#### Your instructions
Report every line below that holds the word "direction".
** Opening Information block **
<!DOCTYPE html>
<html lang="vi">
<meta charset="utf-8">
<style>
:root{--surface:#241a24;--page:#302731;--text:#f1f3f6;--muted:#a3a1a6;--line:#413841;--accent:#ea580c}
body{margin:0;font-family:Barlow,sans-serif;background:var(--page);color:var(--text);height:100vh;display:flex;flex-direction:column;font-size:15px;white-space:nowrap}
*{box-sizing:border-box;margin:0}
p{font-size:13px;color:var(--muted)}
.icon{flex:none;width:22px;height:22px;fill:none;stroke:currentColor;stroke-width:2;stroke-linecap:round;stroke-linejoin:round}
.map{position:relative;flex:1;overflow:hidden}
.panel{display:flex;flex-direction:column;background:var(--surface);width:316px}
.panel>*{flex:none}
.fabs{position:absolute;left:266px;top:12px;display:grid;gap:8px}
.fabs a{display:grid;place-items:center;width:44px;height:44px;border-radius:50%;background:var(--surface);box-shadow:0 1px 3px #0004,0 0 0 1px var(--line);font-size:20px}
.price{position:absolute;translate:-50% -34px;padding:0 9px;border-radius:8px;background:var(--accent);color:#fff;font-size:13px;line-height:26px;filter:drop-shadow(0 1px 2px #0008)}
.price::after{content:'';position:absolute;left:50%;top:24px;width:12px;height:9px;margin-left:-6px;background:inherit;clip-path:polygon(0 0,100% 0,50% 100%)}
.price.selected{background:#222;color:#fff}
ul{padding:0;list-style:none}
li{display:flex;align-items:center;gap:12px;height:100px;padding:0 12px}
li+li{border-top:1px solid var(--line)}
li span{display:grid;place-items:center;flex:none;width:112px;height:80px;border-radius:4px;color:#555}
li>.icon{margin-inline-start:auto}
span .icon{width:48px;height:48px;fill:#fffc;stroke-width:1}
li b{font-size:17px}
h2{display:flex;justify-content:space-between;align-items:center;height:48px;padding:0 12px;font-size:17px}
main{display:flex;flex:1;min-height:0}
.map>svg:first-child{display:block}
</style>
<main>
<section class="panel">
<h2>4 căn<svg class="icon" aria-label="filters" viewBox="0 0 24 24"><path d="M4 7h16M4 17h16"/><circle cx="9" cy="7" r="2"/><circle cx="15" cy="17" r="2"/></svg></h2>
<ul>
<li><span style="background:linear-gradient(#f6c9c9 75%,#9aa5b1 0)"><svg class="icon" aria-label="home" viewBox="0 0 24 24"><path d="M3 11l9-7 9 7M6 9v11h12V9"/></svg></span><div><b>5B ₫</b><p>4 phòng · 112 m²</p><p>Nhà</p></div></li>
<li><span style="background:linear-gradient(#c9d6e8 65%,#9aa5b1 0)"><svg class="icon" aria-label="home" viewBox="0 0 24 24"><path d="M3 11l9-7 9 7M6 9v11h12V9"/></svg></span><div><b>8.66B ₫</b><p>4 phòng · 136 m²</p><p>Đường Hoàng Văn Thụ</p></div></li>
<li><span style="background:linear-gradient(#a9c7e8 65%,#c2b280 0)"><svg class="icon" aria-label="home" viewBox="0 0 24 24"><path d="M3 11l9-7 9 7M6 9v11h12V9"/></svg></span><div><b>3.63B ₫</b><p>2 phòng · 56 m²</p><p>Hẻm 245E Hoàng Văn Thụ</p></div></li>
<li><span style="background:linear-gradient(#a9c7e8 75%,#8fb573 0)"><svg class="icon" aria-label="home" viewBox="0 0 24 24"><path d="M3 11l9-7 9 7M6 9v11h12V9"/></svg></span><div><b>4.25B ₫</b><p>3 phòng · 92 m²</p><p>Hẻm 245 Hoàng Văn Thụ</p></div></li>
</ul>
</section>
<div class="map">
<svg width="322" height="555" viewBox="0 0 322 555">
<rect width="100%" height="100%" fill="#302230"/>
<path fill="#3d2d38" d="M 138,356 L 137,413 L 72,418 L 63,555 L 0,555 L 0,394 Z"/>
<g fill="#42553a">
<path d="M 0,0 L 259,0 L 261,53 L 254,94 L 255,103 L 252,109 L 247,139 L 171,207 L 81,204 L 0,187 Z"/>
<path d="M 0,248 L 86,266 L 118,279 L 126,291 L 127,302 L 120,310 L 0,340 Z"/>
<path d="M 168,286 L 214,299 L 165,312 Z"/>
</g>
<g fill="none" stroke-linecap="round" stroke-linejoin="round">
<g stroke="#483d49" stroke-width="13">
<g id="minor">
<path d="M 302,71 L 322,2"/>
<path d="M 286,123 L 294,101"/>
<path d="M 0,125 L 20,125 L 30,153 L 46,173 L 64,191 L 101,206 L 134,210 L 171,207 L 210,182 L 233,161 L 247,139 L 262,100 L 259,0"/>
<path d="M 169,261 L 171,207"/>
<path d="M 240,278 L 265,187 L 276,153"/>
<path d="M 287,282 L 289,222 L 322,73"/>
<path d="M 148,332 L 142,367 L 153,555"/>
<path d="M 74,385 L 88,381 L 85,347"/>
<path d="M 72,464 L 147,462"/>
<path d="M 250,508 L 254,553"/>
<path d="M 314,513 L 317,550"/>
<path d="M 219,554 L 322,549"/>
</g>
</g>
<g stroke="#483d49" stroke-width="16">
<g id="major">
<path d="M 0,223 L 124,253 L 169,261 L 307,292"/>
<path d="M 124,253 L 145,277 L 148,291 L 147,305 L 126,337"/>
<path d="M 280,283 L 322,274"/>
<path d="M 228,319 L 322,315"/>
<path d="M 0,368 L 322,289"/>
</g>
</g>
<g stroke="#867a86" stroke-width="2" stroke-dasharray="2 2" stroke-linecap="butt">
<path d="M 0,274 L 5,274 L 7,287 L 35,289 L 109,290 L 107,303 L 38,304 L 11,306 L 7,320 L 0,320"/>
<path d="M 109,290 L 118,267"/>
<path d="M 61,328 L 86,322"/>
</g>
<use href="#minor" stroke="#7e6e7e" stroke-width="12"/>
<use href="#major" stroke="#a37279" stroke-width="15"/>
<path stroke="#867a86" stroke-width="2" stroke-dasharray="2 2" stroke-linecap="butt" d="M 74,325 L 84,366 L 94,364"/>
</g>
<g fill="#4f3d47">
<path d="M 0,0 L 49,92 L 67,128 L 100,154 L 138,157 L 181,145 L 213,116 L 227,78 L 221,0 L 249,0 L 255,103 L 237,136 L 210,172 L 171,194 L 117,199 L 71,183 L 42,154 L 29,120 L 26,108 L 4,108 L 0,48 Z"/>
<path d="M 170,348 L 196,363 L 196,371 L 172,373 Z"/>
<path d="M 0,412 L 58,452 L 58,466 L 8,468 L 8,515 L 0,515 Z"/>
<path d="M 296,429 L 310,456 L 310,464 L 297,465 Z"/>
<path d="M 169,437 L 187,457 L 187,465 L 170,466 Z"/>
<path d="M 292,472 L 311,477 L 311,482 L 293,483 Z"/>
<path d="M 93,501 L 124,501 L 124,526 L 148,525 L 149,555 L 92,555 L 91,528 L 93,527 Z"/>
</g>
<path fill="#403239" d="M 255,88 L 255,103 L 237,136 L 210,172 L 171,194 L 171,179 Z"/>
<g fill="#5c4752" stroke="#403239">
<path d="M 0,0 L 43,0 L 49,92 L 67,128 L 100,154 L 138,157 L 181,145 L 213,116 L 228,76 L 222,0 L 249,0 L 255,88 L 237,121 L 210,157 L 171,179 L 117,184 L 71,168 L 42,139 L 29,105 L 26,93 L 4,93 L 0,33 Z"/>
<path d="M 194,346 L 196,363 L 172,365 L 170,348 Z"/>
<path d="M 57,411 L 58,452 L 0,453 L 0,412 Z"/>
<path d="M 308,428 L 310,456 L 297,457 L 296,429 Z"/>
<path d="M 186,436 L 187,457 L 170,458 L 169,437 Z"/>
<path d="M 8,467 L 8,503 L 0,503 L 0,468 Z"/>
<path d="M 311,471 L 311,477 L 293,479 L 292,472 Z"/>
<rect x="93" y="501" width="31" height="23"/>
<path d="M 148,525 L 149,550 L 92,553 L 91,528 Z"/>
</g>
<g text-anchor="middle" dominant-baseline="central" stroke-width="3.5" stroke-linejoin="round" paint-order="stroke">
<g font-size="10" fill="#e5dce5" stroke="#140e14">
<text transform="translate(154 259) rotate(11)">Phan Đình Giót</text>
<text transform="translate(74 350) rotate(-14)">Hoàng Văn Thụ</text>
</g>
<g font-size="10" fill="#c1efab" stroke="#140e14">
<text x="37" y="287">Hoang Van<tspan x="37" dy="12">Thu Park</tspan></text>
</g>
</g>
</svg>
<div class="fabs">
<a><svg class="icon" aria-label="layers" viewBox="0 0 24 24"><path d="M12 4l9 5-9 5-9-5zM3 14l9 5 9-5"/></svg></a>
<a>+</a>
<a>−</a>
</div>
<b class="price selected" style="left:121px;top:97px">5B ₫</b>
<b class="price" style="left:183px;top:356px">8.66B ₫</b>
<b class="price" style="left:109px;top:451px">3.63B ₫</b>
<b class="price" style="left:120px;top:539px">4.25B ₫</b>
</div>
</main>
** Closing Information block **
#### Answer to this exercise
body{margin:0;font-family:Barlow,sans-serif;background:var(--page);color:var(--text);height:100vh;display:flex;flex-direction:column;font-size:15px;white-space:nowrap}
.panel{display:flex;flex-direction:column;background:var(--surface);width:316px}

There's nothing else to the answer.